** INFORMATION SUPPLIED follows **

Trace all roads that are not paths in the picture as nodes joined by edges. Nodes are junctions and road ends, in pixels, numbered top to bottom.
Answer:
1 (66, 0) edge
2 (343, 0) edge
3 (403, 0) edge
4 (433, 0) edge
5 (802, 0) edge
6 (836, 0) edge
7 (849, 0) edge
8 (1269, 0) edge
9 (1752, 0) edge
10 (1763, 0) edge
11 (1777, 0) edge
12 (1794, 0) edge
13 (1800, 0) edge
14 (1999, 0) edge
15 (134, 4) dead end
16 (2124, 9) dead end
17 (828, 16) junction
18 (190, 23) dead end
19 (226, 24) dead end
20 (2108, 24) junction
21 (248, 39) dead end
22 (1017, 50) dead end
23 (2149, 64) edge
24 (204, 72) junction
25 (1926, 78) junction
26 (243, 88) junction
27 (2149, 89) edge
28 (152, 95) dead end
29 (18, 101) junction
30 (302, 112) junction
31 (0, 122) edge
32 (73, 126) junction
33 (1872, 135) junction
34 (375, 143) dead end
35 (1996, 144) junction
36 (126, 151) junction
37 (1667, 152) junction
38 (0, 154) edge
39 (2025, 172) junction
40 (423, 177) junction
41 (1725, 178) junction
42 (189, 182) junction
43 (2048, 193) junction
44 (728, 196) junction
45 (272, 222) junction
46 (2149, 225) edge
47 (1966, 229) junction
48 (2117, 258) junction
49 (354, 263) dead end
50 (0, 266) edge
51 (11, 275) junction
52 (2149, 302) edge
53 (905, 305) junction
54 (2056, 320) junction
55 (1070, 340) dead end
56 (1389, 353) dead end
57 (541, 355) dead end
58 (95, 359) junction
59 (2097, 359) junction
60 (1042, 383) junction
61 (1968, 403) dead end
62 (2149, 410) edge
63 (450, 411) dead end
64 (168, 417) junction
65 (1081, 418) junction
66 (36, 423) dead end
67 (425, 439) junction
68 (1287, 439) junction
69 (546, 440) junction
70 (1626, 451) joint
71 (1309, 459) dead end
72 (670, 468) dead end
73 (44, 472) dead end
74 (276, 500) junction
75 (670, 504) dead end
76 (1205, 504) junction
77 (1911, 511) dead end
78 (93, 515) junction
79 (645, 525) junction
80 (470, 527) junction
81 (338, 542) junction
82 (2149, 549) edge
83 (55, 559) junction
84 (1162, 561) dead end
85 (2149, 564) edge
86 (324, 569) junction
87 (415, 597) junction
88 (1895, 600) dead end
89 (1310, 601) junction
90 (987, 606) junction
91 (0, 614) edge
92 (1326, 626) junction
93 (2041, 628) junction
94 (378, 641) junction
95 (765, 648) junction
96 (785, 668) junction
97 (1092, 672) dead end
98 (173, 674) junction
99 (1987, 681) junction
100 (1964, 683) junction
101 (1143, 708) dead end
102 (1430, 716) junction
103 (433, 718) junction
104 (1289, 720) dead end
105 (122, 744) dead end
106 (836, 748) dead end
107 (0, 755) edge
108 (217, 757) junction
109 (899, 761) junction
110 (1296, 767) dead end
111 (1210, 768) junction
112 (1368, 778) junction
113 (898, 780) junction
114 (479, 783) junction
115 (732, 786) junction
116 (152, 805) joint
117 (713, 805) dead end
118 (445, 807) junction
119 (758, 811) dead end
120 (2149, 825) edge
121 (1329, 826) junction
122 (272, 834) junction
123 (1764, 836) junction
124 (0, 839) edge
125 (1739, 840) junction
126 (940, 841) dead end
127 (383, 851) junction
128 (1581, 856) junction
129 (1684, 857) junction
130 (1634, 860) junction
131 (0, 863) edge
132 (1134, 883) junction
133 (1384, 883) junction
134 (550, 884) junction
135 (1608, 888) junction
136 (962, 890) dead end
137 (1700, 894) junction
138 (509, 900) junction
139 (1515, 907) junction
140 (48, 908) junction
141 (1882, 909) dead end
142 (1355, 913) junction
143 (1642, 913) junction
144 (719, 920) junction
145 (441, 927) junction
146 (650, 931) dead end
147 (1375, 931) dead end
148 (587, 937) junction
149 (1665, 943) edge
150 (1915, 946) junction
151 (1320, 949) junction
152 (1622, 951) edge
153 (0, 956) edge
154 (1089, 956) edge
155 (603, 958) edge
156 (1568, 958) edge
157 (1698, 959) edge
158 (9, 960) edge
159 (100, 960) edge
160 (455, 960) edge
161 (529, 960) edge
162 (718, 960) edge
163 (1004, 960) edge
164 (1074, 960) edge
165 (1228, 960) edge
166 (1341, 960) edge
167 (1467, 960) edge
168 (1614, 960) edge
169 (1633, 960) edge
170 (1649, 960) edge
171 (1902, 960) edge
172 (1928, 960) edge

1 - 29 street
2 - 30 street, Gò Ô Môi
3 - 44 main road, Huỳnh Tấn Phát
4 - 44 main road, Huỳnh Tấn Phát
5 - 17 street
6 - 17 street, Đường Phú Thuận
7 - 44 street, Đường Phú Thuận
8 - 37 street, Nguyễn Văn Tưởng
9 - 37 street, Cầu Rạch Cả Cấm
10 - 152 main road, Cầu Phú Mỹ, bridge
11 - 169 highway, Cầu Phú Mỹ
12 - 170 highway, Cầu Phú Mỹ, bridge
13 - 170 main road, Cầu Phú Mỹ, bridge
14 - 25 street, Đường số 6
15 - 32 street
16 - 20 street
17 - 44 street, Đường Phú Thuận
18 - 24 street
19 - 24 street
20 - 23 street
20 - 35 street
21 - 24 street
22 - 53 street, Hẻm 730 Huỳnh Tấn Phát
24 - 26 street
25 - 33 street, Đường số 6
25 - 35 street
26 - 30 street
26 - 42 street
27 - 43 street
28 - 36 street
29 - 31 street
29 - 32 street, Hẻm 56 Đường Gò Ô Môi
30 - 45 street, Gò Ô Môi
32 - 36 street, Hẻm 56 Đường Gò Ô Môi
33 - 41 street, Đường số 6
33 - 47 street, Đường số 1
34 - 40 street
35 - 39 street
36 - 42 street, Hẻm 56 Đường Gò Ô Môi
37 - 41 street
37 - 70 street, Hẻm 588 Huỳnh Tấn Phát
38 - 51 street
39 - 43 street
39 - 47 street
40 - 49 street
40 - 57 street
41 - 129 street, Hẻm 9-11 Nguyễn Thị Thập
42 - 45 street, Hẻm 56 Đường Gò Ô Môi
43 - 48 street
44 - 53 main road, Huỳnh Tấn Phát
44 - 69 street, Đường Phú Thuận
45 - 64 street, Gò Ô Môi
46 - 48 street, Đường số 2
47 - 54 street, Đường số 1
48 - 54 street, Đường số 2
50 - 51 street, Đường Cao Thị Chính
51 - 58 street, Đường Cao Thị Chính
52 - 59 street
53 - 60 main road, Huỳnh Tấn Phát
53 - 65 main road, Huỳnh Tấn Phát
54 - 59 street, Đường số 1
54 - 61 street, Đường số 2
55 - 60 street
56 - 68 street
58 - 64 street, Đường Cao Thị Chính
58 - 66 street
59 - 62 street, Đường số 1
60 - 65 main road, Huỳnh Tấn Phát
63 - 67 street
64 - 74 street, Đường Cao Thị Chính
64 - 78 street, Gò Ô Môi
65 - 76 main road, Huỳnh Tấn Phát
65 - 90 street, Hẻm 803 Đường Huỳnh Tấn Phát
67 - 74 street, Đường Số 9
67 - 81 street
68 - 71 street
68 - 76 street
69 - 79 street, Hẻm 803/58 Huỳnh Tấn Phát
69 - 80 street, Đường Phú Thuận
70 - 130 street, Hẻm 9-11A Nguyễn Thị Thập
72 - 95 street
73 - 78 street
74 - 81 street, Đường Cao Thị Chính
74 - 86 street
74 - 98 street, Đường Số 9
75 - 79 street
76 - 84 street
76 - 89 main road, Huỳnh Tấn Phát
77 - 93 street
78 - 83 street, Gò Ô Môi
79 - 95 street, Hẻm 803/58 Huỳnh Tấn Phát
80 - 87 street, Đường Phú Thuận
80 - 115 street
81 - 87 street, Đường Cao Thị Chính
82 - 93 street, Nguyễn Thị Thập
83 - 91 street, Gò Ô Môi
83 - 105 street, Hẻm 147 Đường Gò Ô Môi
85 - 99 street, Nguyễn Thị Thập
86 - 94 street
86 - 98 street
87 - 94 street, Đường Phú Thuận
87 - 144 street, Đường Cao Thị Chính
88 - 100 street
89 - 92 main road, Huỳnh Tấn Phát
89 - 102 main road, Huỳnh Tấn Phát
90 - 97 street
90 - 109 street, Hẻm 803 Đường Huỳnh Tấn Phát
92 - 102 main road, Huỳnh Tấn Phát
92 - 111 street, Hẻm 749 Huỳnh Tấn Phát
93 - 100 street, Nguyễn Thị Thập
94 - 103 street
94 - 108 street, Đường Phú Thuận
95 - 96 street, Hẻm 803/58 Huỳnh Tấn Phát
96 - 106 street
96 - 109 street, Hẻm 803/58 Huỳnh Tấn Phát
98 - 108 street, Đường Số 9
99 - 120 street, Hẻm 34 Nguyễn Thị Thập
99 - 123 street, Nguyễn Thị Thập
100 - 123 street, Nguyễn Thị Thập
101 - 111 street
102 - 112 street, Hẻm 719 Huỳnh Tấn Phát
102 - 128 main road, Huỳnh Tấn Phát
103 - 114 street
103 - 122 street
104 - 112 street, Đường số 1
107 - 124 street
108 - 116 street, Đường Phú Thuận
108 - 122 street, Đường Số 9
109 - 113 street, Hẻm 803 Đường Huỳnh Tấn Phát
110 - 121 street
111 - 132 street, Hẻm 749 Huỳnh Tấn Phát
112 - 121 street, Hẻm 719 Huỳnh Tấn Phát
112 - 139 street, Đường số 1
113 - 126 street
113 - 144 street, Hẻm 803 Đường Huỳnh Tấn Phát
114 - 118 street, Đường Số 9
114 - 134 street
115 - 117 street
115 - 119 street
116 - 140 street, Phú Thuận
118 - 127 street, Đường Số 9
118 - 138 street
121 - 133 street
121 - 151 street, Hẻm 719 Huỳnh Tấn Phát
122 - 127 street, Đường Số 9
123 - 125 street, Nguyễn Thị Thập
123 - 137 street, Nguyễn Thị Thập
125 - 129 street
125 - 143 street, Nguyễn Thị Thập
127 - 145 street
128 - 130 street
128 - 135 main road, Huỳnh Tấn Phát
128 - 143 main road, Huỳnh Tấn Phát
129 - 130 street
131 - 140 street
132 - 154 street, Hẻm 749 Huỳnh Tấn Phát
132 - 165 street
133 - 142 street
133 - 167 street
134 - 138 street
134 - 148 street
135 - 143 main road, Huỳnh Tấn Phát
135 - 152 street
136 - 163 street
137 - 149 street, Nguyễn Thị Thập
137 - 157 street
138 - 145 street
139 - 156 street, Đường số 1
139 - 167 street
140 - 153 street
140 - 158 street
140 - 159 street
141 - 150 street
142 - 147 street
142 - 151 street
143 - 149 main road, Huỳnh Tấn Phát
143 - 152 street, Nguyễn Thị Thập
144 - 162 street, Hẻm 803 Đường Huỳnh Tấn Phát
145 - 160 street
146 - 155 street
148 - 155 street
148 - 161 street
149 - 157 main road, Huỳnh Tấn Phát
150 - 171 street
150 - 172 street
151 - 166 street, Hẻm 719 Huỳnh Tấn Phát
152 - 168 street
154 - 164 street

** End of INFORMATION SUPPLIED **

**PROBLEM REQUIREMENTS**:
Look through the records and gather each line with the word "bridge".

**RESPONSE**:
10 - 152 main road, Cầu Phú Mỹ, bridge
12 - 170 highway, Cầu Phú Mỹ, bridge
13 - 170 main road, Cầu Phú Mỹ, bridge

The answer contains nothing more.